If esxtop shows nothing out of the ordinary during the slowdown, go back to the san guys and ask them to check san fabric port performance, errors, health, etc.
In another situation that we had, we didn't see high loads of disk i/o in either esxtop or the performance graphs. We did eventually dig in to our SAN performance tools and found that our SAN replication was having a hard time keeping up during the time frame when our event happened daily. We were able to trace it to a faulty SFP which functioned fine with loads of under 5 mb/s but over that it started dropping frames and the SAN synchornization would get backed up and everything would slow down for about an hour until it caught up and traffic dropped on the one SFP.
During this particular event, we noticed poor performance on our other SAN-connected servers and running sar -d on our HPUX servers for example showed incredibly high latencies while waiting for blocks to be written. We didn't notice it before because VMware is more sensitive to disk performance than the HPUX servers and their application.
I think you definitely need to take a closer look at the SAN infrastructure. We stressed about this for several weeks and it's exactly the same situation you describe. Sluggish or not responding VMs daily around the same time.

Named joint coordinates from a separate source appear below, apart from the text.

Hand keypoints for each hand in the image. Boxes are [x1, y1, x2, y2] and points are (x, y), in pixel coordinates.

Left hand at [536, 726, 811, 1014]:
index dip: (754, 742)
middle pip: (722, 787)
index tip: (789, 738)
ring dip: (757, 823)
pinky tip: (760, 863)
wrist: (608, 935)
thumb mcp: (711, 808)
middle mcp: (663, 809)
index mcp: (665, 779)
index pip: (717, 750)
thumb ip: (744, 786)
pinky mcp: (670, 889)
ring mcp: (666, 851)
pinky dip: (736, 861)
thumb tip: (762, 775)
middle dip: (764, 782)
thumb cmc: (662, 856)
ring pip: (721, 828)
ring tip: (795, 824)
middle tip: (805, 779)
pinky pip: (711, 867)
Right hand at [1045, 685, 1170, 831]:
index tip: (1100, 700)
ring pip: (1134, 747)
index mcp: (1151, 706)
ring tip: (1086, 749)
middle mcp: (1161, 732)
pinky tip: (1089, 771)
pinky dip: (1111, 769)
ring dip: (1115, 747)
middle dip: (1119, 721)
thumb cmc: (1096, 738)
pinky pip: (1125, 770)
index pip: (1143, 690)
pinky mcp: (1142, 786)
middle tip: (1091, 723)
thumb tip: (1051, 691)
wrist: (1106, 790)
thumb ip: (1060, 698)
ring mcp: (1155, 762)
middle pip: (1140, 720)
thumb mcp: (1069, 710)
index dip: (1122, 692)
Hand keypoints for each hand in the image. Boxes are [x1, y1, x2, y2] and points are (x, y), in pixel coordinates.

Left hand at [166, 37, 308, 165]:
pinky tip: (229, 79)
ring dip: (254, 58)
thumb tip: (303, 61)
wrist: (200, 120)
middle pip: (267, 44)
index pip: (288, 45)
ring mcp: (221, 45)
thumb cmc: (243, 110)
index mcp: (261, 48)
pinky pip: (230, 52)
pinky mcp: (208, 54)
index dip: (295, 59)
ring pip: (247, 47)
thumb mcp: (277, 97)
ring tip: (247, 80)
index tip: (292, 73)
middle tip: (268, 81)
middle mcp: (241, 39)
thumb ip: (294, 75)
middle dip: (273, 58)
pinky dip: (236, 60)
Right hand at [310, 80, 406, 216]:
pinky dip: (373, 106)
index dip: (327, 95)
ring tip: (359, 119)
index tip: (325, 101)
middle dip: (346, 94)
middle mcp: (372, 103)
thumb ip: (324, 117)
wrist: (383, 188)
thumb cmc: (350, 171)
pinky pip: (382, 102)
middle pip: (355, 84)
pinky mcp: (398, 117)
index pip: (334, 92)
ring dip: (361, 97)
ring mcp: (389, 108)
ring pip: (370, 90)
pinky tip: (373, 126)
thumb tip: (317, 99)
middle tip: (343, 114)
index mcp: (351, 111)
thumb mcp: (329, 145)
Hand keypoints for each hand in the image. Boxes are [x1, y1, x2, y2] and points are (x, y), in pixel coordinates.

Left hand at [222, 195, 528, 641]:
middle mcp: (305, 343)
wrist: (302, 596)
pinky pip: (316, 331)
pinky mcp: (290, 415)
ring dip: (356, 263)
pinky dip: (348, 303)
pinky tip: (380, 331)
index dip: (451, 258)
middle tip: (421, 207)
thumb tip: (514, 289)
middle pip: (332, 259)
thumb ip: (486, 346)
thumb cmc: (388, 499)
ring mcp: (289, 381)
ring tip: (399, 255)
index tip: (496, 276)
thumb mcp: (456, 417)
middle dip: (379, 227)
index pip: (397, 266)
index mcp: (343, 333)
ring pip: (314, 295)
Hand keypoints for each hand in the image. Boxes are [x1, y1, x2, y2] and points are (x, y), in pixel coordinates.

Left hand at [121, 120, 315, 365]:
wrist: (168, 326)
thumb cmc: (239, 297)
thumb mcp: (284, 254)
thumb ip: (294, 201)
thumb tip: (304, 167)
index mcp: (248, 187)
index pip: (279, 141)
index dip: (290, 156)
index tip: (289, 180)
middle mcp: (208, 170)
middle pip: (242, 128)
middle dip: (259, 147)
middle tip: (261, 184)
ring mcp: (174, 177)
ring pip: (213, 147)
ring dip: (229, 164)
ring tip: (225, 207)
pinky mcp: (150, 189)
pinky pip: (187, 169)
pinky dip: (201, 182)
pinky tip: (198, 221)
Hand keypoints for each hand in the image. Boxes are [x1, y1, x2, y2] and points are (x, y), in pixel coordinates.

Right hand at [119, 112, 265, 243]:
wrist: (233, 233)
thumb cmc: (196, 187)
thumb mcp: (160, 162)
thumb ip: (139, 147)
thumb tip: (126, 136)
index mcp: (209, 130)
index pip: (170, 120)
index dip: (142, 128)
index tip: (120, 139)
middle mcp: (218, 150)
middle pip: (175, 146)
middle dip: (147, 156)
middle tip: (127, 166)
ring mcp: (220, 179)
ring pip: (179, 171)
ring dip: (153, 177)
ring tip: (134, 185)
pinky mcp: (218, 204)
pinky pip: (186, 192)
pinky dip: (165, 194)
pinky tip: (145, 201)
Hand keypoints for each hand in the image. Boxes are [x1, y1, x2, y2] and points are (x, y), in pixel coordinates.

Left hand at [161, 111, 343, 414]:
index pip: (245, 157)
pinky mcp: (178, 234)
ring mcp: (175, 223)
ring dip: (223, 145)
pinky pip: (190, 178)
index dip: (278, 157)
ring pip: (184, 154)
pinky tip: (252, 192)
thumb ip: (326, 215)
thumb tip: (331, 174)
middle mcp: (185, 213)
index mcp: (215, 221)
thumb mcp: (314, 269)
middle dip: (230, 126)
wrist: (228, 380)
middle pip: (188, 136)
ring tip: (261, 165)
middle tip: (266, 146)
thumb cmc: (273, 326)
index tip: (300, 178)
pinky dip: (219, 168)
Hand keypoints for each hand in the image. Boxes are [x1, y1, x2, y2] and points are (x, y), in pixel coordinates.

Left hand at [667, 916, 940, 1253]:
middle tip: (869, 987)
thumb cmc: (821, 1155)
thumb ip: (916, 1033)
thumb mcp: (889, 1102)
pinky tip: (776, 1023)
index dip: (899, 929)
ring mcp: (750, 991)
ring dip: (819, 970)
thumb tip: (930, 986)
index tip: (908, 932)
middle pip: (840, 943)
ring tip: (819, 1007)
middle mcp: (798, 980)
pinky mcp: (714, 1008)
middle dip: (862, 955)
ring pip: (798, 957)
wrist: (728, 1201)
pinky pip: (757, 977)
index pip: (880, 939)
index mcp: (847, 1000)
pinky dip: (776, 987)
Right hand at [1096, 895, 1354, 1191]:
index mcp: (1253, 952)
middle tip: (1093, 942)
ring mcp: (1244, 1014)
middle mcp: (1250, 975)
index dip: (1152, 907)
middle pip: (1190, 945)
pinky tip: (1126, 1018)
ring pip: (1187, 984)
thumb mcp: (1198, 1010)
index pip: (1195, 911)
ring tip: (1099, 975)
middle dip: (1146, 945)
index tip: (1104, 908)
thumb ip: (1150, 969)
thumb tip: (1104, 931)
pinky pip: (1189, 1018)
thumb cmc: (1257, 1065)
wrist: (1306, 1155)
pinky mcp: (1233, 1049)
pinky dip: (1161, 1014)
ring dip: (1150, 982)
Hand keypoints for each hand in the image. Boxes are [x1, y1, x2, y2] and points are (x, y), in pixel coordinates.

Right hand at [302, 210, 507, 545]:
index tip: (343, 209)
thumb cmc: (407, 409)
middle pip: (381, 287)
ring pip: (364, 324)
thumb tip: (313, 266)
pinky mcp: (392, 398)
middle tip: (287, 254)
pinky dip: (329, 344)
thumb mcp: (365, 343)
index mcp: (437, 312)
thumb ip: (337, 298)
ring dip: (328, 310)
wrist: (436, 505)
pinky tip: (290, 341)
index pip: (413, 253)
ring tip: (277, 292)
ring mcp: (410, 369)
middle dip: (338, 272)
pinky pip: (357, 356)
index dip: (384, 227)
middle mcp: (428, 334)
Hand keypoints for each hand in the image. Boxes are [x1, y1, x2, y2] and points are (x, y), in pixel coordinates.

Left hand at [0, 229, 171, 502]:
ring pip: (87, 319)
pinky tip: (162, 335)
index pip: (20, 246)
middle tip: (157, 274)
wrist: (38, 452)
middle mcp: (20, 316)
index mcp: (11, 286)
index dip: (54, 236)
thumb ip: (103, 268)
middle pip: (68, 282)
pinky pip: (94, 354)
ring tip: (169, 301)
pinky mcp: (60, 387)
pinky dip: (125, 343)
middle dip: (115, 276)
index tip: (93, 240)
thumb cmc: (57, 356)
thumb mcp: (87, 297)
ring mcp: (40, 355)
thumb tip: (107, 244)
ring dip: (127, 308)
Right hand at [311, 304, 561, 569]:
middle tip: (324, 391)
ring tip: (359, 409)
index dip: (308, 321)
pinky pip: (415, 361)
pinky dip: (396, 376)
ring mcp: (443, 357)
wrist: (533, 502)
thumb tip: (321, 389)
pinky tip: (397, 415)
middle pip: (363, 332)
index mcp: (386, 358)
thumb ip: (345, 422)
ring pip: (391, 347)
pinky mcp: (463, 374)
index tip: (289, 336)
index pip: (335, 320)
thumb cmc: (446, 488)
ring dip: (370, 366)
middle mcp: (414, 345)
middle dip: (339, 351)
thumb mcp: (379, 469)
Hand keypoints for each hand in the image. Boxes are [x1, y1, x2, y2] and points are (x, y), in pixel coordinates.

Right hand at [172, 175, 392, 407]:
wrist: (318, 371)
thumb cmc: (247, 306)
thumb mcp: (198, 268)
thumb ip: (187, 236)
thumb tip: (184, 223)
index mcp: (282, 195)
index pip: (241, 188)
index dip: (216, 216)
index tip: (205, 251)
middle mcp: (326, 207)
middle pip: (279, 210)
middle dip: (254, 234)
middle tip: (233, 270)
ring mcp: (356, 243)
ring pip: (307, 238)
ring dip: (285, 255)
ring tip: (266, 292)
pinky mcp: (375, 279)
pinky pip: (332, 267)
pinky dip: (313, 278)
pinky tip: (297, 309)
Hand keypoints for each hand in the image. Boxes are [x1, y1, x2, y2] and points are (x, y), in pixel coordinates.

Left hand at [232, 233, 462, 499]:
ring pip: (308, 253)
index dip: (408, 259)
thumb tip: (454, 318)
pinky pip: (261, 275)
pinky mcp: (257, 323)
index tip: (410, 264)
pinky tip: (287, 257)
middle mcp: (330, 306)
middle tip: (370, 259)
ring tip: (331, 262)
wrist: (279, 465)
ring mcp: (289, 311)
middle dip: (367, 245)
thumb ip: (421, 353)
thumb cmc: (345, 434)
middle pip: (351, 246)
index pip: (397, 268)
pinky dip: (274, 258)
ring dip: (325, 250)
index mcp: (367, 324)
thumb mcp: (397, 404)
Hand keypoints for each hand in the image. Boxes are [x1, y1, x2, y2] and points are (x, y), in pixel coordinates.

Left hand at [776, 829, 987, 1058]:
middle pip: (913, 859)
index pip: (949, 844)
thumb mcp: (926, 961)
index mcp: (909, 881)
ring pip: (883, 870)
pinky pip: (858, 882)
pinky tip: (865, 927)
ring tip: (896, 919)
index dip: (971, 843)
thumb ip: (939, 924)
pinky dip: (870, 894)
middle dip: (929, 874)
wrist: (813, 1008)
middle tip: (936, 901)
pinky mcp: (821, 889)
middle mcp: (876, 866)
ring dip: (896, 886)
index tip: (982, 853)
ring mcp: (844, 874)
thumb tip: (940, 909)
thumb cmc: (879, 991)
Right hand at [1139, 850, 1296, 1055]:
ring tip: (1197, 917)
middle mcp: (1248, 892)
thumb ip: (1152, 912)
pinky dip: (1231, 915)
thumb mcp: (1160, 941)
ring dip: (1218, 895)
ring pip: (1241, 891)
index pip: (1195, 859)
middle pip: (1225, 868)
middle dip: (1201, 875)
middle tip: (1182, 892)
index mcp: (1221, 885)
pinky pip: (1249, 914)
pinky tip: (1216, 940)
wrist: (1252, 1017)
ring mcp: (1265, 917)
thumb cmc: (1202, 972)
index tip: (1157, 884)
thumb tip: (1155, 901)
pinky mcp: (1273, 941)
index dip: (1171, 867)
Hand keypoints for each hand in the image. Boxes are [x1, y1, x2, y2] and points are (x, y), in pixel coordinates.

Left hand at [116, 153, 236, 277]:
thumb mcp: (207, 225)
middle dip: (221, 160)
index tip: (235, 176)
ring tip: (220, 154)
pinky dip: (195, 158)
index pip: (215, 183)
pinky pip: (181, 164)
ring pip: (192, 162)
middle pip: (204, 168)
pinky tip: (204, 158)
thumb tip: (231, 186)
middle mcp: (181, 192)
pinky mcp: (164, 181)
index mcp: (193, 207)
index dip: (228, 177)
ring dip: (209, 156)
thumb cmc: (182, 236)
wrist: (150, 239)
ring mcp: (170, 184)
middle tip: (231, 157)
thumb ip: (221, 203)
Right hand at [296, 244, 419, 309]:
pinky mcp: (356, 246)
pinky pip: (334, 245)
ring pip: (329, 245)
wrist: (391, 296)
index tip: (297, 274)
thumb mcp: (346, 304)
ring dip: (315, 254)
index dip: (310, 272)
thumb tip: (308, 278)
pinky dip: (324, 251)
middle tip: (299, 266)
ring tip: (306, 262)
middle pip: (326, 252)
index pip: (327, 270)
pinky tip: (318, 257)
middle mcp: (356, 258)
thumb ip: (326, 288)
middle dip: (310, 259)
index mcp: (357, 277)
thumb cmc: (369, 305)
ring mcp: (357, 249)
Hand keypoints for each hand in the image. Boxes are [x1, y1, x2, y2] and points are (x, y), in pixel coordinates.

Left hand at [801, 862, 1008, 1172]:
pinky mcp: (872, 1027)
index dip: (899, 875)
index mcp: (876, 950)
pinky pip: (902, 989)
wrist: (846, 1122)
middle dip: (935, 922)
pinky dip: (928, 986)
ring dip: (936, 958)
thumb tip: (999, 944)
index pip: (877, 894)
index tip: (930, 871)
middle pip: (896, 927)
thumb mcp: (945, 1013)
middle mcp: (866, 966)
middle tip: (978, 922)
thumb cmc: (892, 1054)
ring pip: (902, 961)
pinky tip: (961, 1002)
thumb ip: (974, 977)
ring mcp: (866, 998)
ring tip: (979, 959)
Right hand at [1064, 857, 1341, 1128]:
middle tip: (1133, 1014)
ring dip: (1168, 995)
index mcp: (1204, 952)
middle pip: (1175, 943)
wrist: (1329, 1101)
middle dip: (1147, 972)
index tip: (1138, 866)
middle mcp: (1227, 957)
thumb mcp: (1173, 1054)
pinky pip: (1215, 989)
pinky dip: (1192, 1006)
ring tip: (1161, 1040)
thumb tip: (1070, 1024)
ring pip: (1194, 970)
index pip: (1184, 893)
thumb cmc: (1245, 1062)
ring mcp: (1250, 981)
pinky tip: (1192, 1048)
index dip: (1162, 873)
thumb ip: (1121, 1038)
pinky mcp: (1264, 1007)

You might also want to look at the network for anything weird happening around that time. ESX puts its NICs in promiscuous mode, so if you have a ton of traffic, you might incur additional cost processing it.
chouse,
You seem to have solved my problem, I had another look at the AV and there was a virus definition update that was set to update at 9am, although this itself was not much of a performance hit on the disks, it initiated a small scan of the registry and of files currently loaded in the memory. We had two options - to disable the post definition update scan or move the time of the scan. I moved the time to 7.30am and the peaks we experienced were seen between 7.30am and 8am which is acceptable.
The update schedule is actually set per update server and not AV server groups so this must have been happening on our prod servers as well, in fact we did see a spike on the performance charts in prod but there was no noticible difference hence us investigating a problem with the test cluster SAN. After talking to the SAN guys the difference is probably not in the disk speeds but to do with the cache on the seperate diskgroups. Our EMC Symmetrix in LIVE has 64GB and the Clariion has 6GB (or something similar) of cache.
Thanks to everybody for your help. I have only been monitoring for one day but I think this has solved it.
Regards,
Jericho (and some happy developers)
That's great to hear!
We ended up moving our VDI infrastructure off our HP EVA arrays because of such a low amount of cache (8GB) to HP XP arrays with something like 64GB of write cache and things have been great even with updates and patches applied to large numbers of the VMs at the same time.
It's interesting to hear it was happening to your server VMs as well, but obviously less noticeable because normally people aren't remoted in to those all day like they would be for virtual desktops. The VDI users are always the first to know when there's a problem, even before my status checks can notify me!